Although Thomas Blanchard’s latest short film, “-N- Uprising”, is less overtly fluid dynamical, fluids underlie almost every aspect of it. The blossoming of flowers is often driven by osmosis and water pressure. Spiders rely on hydraulic pressure to move their limbs, and many insects first unfurl their wings by pumping hemolymph through the network of veins that lace them. Even when hidden beneath the surface, fluid dynamics is everywhere. (Video credit: T. Blanchard; via Colossal)
Using Bubbles to Keep Clean
Keeping produce clean of foodborne pathogens is a serious issue, and delicate fruits and vegetables like tomatoes cannot withstand intense procedures like cavitation-based cleaning. But a new study suggests that simple air bubbles may have the power to keep our produce free of germs.

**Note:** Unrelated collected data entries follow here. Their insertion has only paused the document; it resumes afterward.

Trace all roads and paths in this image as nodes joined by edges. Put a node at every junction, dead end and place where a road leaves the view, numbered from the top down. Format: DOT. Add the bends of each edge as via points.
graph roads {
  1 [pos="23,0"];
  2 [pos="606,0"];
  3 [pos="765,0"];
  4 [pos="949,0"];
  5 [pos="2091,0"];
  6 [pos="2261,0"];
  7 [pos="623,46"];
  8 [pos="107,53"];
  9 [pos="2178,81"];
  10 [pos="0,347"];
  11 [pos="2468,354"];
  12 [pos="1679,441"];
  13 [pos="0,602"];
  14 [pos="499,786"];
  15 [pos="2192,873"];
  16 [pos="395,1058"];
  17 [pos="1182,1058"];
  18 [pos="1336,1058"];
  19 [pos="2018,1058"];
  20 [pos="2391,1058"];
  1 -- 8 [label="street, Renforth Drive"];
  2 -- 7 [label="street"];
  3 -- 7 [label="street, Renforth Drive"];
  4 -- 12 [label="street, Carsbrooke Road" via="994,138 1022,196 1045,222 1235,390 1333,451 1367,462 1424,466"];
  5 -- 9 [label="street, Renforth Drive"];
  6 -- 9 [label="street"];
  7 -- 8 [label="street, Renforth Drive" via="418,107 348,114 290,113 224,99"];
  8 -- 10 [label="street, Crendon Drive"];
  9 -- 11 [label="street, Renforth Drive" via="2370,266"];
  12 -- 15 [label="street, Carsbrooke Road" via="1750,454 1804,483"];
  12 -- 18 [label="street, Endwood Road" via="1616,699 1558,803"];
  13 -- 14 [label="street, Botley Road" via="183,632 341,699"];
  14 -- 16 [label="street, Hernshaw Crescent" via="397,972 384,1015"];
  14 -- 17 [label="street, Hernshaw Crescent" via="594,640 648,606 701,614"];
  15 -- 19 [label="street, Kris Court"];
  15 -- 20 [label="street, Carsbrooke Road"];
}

In particular, researchers studied air bubbles injected into water as they bounced and slid along an inclined solid surface. They found that as a bubble approaches a tilted surface, it squeezes a thin film of liquid between itself and the surface. That flow creates a shear stress that pushes contaminants like E. coli away from the point of impact. When the bubble bounces away, fluid gets sucked back into the void left behind, creating more shear stress. In their experiments and simulations, the team measured shear stresses greater than 300 Pa, more than double what’s needed to remove foodborne bacteria like Listeria. (Image credit: Pixabay; research credit: E. Esmaili et al.)
Active Foam
Geometrically, biological tissues and two-dimensional layers of foam share a lot of similarities. To try and understand how active changes in one cell affect neighbors, researchers are studying how foams shift when air is injected (below) at one or more sites. When a foam cell expands, it forces topological changes in neighboring cells, which researchers built an algorithm to track in real-time.
With some processing, they can actually visualize the radially-expanding waves of strain that pass through the foam (bottom image). This allows them to visualize the effects and interaction of multiple injection sites at once, hopefully helping unlock the mechanics behind both the foam’s shifts and those that occur in tissues. (Image and video credit: L. Kroo and M. Prakash)
Bubble Break-Up
When bubbles burst, they spray a myriad of tiny droplets into the air. In general, the older a bubble gets, the thinner it is, thanks to gravity draining its liquid away. When older bubbles burst, they create tinier and more numerous droplets (upper right) compared to a younger bubble (upper left). But there are more forces than just gravity at play.
Bubbles also undergo evaporation – most effectively at the apex. Evaporation cools the cap of the bubble, increasing its surface tension and triggering a Marangoni flow that helps restore fluid to the bubble film. This stabilizes an aging bubble.
Contamination plays a role as well. The bright spots in the bottom image reveal bacteria in the bubble’s cap. Compared to a clean bubble, these contaminated ones can survive far longer and, when burst, produce 10 times as many droplets as a clean bubble of the same age. That has major implications for disease transmission, especially for bacteria that spend a significant portion of their life cycle in liquids. (Image and research credit: S. Poulain and L. Bourouiba; see also Physics Today)
How Rain Can Spread Pathogens
Rainfall can help spread pathogens from an infected plant to healthy ones. This transfer can happen both through droplets and by dry-dispersal of pathogen spores (top). When a raindrop hits a leaf, its initial spread triggers a vortex ring of air that can lift thousands of dry spores into a swirling trajectory (bottom). That boost in height carries spores beyond the slower wind speeds of the plant’s boundary layer and into faster air streams that disperse it toward healthy plants. (Image and research credit: S. Kim et al.)